#### [WHAT THE TASK ASKS]
Reproduce the complete set of records, exactly as they appear.

#### [TASK DATA]

##########

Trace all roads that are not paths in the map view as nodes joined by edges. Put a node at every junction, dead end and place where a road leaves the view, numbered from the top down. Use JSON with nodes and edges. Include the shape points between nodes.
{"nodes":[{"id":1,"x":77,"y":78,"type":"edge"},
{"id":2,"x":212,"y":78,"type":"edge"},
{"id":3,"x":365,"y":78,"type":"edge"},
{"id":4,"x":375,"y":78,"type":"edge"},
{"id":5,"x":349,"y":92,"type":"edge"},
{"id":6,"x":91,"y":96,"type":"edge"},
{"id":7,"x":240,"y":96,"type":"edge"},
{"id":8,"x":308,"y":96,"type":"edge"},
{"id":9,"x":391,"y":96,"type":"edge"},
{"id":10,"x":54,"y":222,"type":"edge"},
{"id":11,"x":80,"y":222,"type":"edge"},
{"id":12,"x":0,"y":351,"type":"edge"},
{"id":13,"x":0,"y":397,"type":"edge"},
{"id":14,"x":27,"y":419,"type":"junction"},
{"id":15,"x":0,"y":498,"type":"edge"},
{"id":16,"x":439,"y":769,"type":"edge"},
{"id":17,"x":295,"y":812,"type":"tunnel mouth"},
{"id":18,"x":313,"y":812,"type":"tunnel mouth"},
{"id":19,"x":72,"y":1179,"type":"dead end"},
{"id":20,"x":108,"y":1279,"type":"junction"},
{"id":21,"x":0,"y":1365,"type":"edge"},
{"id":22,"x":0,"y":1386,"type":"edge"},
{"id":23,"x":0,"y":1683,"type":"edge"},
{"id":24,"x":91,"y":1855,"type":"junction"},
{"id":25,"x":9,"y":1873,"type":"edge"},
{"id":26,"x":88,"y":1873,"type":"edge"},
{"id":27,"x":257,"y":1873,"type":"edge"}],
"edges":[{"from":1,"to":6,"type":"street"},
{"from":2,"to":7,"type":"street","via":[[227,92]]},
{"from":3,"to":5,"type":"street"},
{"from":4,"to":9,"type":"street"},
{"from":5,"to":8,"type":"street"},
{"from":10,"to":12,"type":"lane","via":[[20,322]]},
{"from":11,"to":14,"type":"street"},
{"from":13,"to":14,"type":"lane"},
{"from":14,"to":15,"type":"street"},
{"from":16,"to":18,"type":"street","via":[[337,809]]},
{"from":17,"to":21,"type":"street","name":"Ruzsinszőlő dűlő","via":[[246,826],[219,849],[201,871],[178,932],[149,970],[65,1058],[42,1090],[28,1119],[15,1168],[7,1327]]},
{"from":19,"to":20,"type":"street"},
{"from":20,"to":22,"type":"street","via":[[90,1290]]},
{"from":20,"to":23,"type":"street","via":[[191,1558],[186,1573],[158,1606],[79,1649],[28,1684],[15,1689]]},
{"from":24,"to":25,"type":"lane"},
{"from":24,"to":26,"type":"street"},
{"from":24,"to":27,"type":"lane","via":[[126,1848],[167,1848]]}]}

##########

#### [SOLUTION TO THE PROBLEM]
Trace all roads that are not paths in the map view as nodes joined by edges. Put a node at every junction, dead end and place where a road leaves the view, numbered from the top down. Use JSON with nodes and edges. Include the shape points between nodes.
{"nodes":[{"id":1,"x":77,"y":78,"type":"edge"},
{"id":2,"x":212,"y":78,"type":"edge"},
{"id":3,"x":365,"y":78,"type":"edge"},
{"id":4,"x":375,"y":78,"type":"edge"},
{"id":5,"x":349,"y":92,"type":"edge"},
{"id":6,"x":91,"y":96,"type":"edge"},
{"id":7,"x":240,"y":96,"type":"edge"},
{"id":8,"x":308,"y":96,"type":"edge"},
{"id":9,"x":391,"y":96,"type":"edge"},
{"id":10,"x":54,"y":222,"type":"edge"},
{"id":11,"x":80,"y":222,"type":"edge"},
{"id":12,"x":0,"y":351,"type":"edge"},
{"id":13,"x":0,"y":397,"type":"edge"},
{"id":14,"x":27,"y":419,"type":"junction"},
{"id":15,"x":0,"y":498,"type":"edge"},
{"id":16,"x":439,"y":769,"type":"edge"},
{"id":17,"x":295,"y":812,"type":"tunnel mouth"},
{"id":18,"x":313,"y":812,"type":"tunnel mouth"},
{"id":19,"x":72,"y":1179,"type":"dead end"},
{"id":20,"x":108,"y":1279,"type":"junction"},
{"id":21,"x":0,"y":1365,"type":"edge"},
{"id":22,"x":0,"y":1386,"type":"edge"},
{"id":23,"x":0,"y":1683,"type":"edge"},
{"id":24,"x":91,"y":1855,"type":"junction"},
{"id":25,"x":9,"y":1873,"type":"edge"},
{"id":26,"x":88,"y":1873,"type":"edge"},
{"id":27,"x":257,"y":1873,"type":"edge"}],
"edges":[{"from":1,"to":6,"type":"street"},
{"from":2,"to":7,"type":"street","via":[[227,92]]},
{"from":3,"to":5,"type":"street"},
{"from":4,"to":9,"type":"street"},
{"from":5,"to":8,"type":"street"},
{"from":10,"to":12,"type":"lane","via":[[20,322]]},
{"from":11,"to":14,"type":"street"},
{"from":13,"to":14,"type":"lane"},
{"from":14,"to":15,"type":"street"},
{"from":16,"to":18,"type":"street","via":[[337,809]]},
{"from":17,"to":21,"type":"street","name":"Ruzsinszőlő dűlő","via":[[246,826],[219,849],[201,871],[178,932],[149,970],[65,1058],[42,1090],[28,1119],[15,1168],[7,1327]]},
{"from":19,"to":20,"type":"street"},
{"from":20,"to":22,"type":"street","via":[[90,1290]]},
{"from":20,"to":23,"type":"street","via":[[191,1558],[186,1573],[158,1606],[79,1649],[28,1684],[15,1689]]},
{"from":24,"to":25,"type":"lane"},
{"from":24,"to":26,"type":"street"},
{"from":24,"to":27,"type":"lane","via":[[126,1848],[167,1848]]}]}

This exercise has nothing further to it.